El Paso est une chouette grosse baraque à Turin dans le nord de l’Italie. C’est l’un des plus vieux squat d’Europe. Sa longue histoire permet donc d’envisager s’il est possible dans la durée de d’éviter certains écueils : sclérose, ghettoïsation, division du travail, etc. Voici donc une longue interview de Mario Spesso, investi depuis longue date dans le squat. Il y a sans doute des traduction approximatives mais comme Mario le rappelle : nous ne sommes pas de professionels !


paso
Peux-tu nous expliquer comment est né El Paso ? Dans quel contexte il a été ouvert, la situation du mouvement squatteur en Italie à l’époque… Y-avait-il des squats à Turin auparavant ?

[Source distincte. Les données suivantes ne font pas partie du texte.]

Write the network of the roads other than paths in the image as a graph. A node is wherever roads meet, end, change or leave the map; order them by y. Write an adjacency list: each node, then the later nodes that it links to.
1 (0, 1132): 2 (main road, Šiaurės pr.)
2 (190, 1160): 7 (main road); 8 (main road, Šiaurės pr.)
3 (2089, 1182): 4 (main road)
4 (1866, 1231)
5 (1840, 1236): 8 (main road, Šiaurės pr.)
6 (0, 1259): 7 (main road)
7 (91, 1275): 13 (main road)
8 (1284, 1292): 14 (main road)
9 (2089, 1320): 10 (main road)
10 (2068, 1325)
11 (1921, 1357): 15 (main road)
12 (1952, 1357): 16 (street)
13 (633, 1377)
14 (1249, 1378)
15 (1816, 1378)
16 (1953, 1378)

El Paso Occupato est le premier endroit, la première maison squattée à Turin. Après près de dix tentatives d’ouvertures depuis 1982, le 5 décembre 1987 un collectif (Punks Anarchistes & Anarchistes) a réussi à obtenir un lieu. Turin est comme Manchester ou Détroit, une ville industrielle où absolument tout (travail, sport, médias, police, mairie, temps libre, culture) est basé sur le travail, sur la Fiat. Donc, les pouvoirs locaux ont essayé de nous éliminer par des attaques policières, de lourdes amendes, la prison pendant que les médias nous décrivaient, selon les époques, comme des junkies, des hooligans, du folklore, des terroristes…

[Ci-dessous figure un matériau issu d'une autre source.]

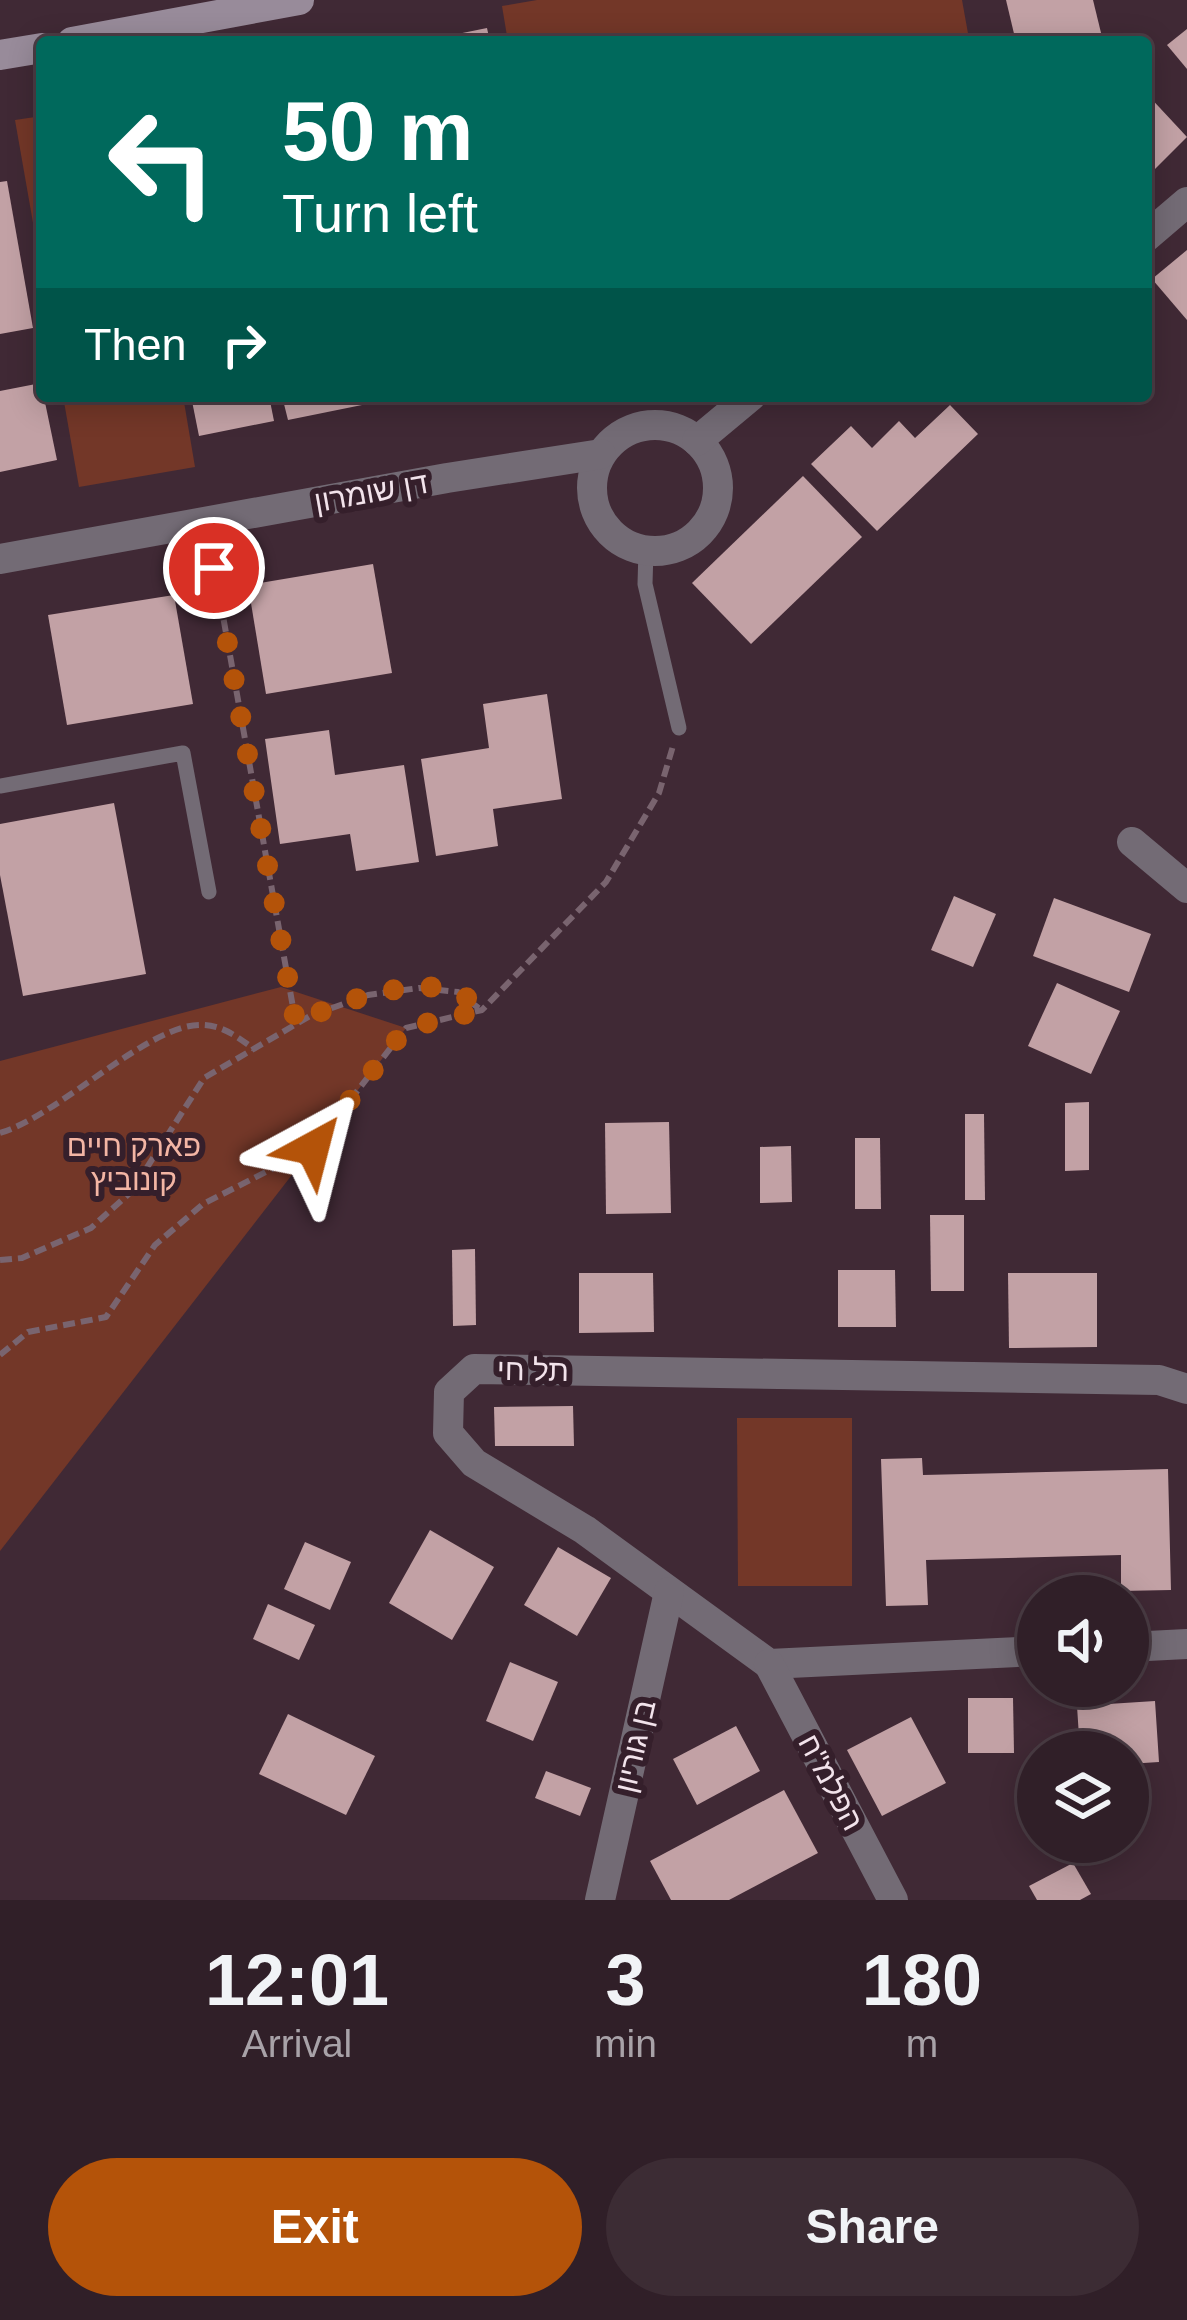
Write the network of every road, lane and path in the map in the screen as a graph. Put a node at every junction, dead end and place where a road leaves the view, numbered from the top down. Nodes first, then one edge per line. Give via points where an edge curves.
1 (299, 0) edge
2 (104, 36) edge
3 (36, 49) edge
4 (0, 55) edge
5 (1187, 202) edge
6 (1152, 232) edge
7 (744, 402) edge
8 (697, 441) junction
9 (601, 454) junction
10 (206, 522) junction
11 (646, 550) junction
12 (0, 559) edge
13 (679, 728) joint
14 (0, 787) edge
15 (1132, 842) dead end
16 (1187, 888) edge
17 (209, 892) dead end
18 (482, 1010) junction
19 (296, 1024) junction
20 (254, 1049) junction
21 (0, 1133) edge
22 (0, 1259) edge
23 (0, 1354) edge
24 (1187, 1389) edge
25 (669, 1592) junction
26 (1187, 1644) edge
27 (1149, 1646) edge
28 (1017, 1652) edge
29 (769, 1664) junction
30 (600, 1900) edge
31 (893, 1900) edge

1 - 2 street
3 - 4 street
5 - 6 street
7 - 8 street
8 - 9 street via 657,425 635,428
8 - 11 street via 717,477 712,515 684,544
9 - 10 street, דן שומרון
9 - 11 street via 593,474 597,514 626,544
10 - 12 street, דן שומרון
10 - 19 path
11 - 13 lane via 645,584
13 - 18 path via 659,793 606,882
14 - 17 lane via 183,753
15 - 16 street
18 - 19 path via 458,992 418,988 368,995
18 - 23 path via 406,1028 313,1148 203,1204 155,1246 106,1317 28,1332
19 - 20 path
20 - 21 path via 228,1030 183,1026 29,1124
20 - 22 path via 204,1078 132,1191 91,1228 22,1258
24 - 25 street, תל חי via 1159,1380 474,1369 449,1392 448,1432 474,1463
25 - 29 street, תל חי
25 - 30 street, בן גוריון
26 - 27 street
28 - 29 street
29 - 31 street, הפלמ"ח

Quel était l’objectif que s’étaient fixé les personnes qui ont ouvert El Paso ?

La motivation principale pour squatter était d’avoir un lieu où nous pourrions nous rencontrer, jouer de la musique, discuter, vivre…


A propos, y-a-t-il toujours des personnes investies dans le lieu qui ont vécu ces "temps préhistoriques" ?

Ouais, nous sommes toujours quatre dans ce cas et beaucoup de gens investis au début de l’histoire continuent de venir ou viennent passer ici quelques mois de temps en temps…


Pour des français, c’est très impressionnant de découvrir qu’en Italie presque chaque ville (en particulier dans le nord) jouit d’un lieu "alternatif" : squats, centre sociaux… Pour toi y-a-t-il une différence entre un squat comme El Paso et un centre social ? Est-ce juste une appelation différente qui recouvre la même réalité ?

papA la différence de la plupart des Centri Sociali ("squats sociaux") tenus par la gauche, nous ne considérons pas El Paso comme un "centre" politique tout simplement parce que nous ne nous considérons pas nous-mêmes comme des politiciens, ni comme une avant-garde pour conduire les masses au pouvoir. Nous ne nous voyons pas plus comme un club alternatif pour groupes underground. El Paso c’est une maison, un endroit où tu peux jouer de la musique, organiser des actions "politiques", rencontrer des gens, boire, faire l’amour, rire, débattre…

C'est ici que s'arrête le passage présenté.